Last time round we were discussing how Microsoft’s ClickOnce technology improves the installation experience for your users and eases the pain of rolling out the client and any subsequent updates for you.
This time we’re going to talk about working with the NAV client remotely. Remote working used to mean connecting to a VPN, taking reams of data offline with you or calling into the office to ask a colleague to check something on the system.
Usually, anyone who tried to use NAV’s classic client over a VPN quickly found that it was a non-starter. The classic client makes a direct connection to your SQL server and a lot of data is passed back and forth between the two. You either need a fast connection, or a lot of patience.
Microsoft have been putting a lot of effort into making the new NAV client as “thin” as possible i.e. keeping as much of the data crunching at the server end and passing as little information as possible to the client. This, combined with ever improving internet connections make it perfectly feasible to have your NAV client access the server over a wide area network or your home internet connection.
How does it all work?
Your ClickOnce installation can be made available over a network share or deployed from a website so that your users can download it when they are not connected to your office network.
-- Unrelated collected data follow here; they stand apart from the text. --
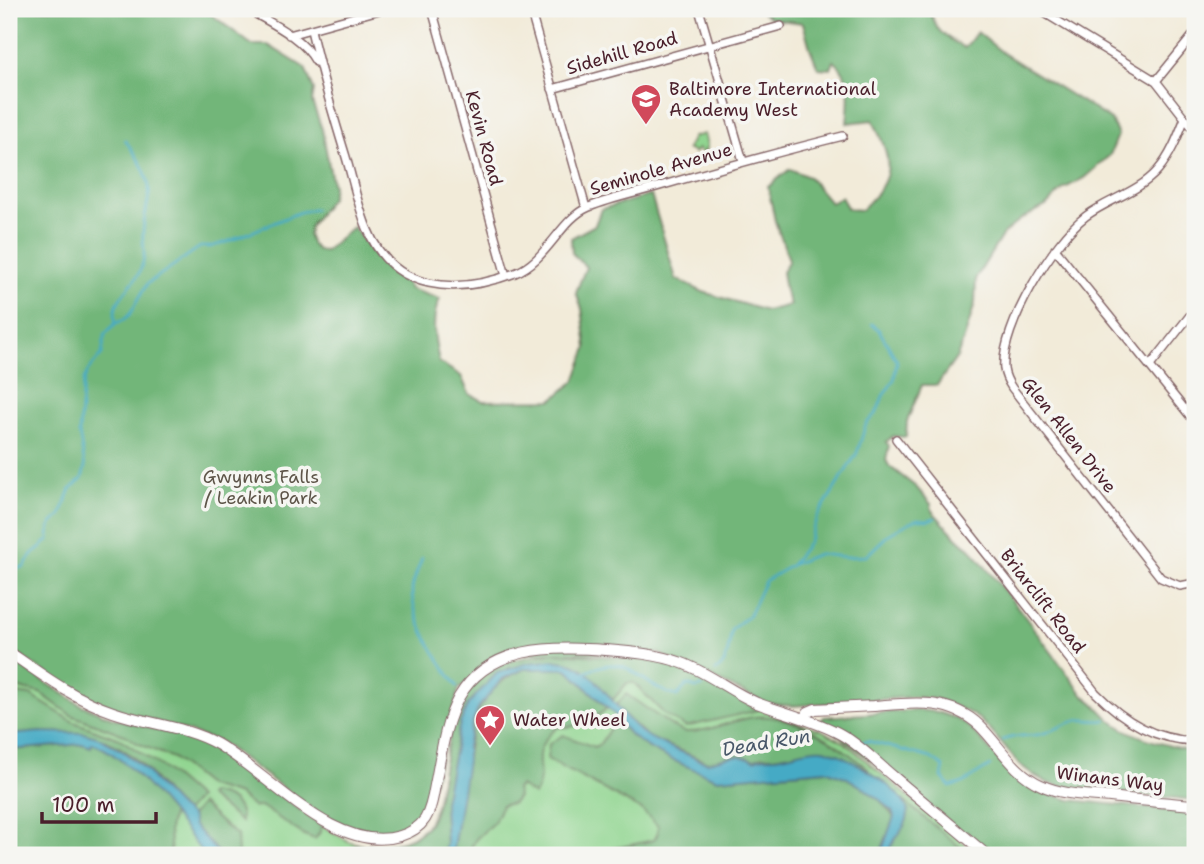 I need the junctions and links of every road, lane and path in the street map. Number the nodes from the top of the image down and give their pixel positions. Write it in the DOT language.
graph roads {
  1 [pos="247,9"];
  2 [pos="383,9"];
  3 [pos="432,9"];
  4 [pos="530,9"];
  5 [pos="699,9"];
  6 [pos="1038,9"];
  7 [pos="781,26"];
  8 [pos="312,30"];
  9 [pos="1195,33"];
  10 [pos="289,35"];
  11 [pos="710,45"];
  12 [pos="321,72"];
  13 [pos="1156,81"];
  14 [pos="552,89"];
  15 [pos="1185,118"];
  16 [pos="1195,131"];
  17 [pos="843,136"];
  18 [pos="743,161"];
  19 [pos="586,208"];
  20 [pos="1055,249"];
  21 [pos="506,276"];
  22 [pos="1195,309"];
  23 [pos="1150,366"];
  24 [pos="1195,422"];
  25 [pos="895,439"];
  26 [pos="1195,583"];
  27 [pos="9,652"];
  28 [pos="807,718"];
  29 [pos="1195,741"];
  30 [pos="1195,805"];
  31 [pos="986,855"];
  1 -- 10 [label="street"];
  2 -- 8 [label="street"];
  3 -- 21 [label="street, Kevin Road"];
  4 -- 14 [label="street"];
  5 -- 11 [label="street"];
  6 -- 13 [label="street"];
  7 -- 11 [label="street, Sidehill Road"];
  8 -- 10 [label="street"];
  8 -- 12 [label="street, Seminole Avenue"];
  9 -- 13 [label="street"];
  10 -- 12 [label="street"];
  11 -- 14 [label="street, Sidehill Road"];
  11 -- 18 [label="street"];
  12 -- 21 [label="street, Seminole Avenue"];
  13 -- 15 [label="street"];
  14 -- 19 [label="street"];
  15 -- 16 [label="street"];
  15 -- 20 [label="street, Glen Allen Drive"];
  17 -- 18 [label="street, Seminole Avenue"];
  18 -- 19 [label="street, Seminole Avenue"];
  19 -- 21 [label="street, Seminole Avenue"];
  20 -- 23 [label="street"];
  20 -- 26 [label="street, Glen Allen Drive"];
  22 -- 23 [label="street"];
  23 -- 24 [label="street"];
  25 -- 29 [label="street, Briarclift Road"];
  27 -- 28 [label="street"];
  28 -- 30 [label="street, Winans Way"];
  28 -- 31 [label="street"];
} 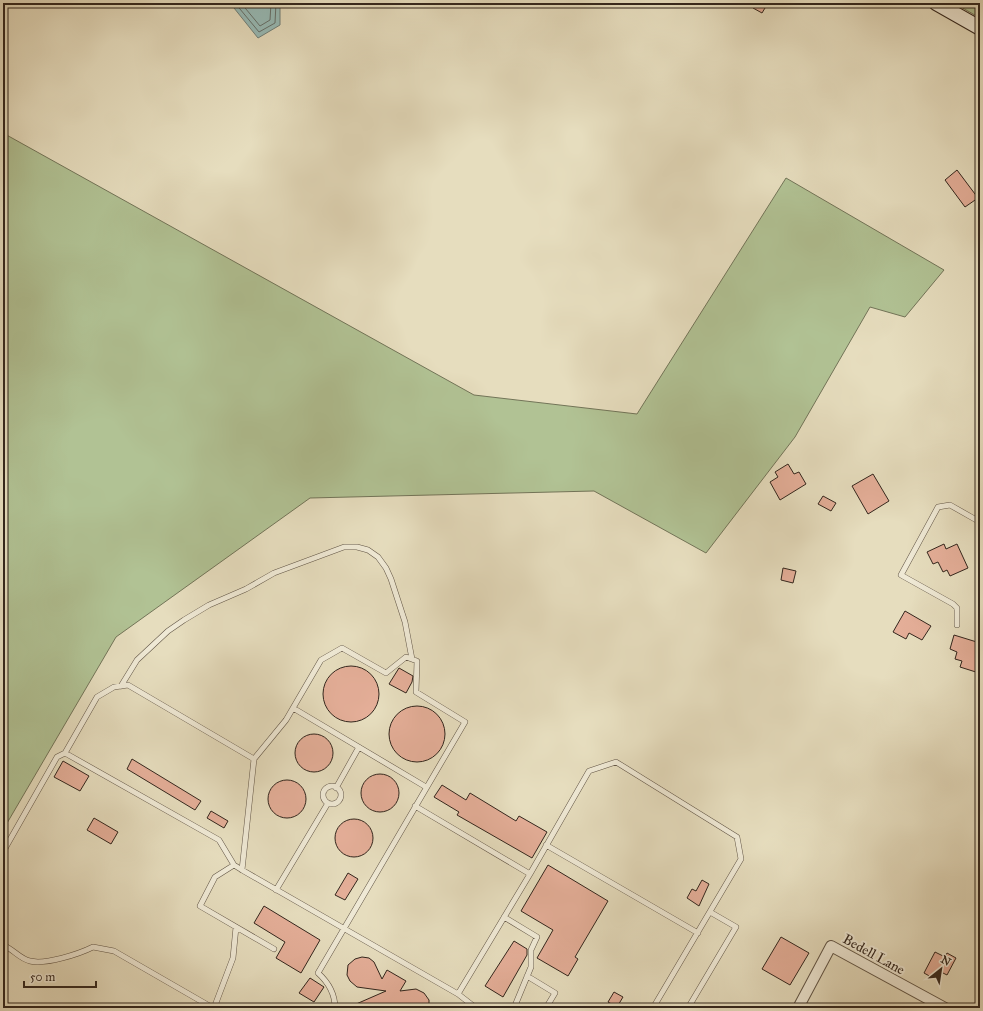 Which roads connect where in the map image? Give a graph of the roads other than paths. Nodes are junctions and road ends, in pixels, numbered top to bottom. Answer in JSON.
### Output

The NAV server can be exposed to the outside world with an external IP address and the NAV client pre-configured to connect to this IP address.
A certificate is used to encrypt the data between the client and the server and keep everything secure. New authentication methods on the server also make it possible to prompt the user for credentials when they connect. Previously, only Windows Authentication i.e. the user that you have logged onto the computer as was available. This opens the door to connecting to the server from outside the network.
So, you could be sat in the server room at the office, or you could be sunning yourself on the beach using your laptop tethered to your mobile. As long as you’re connected to the internet you can access your NAV system.
But why bother? You might already have a terminal server that users can log into to work remotely. You might make the NAV client available as a published RemoteApp.
The main benefit is that the client is installed locally on the user’s machine. As such, it is able to interact with all of the other local resources – printers, Outlook, Excel, Word, OneNote, local files, the clipboard, USB devices etc. Remote apps are pretty good at looking like local applications and providing an almost seamless remote / local user experience, but in this scenario the NAV client is a local application and just works wherever your user is.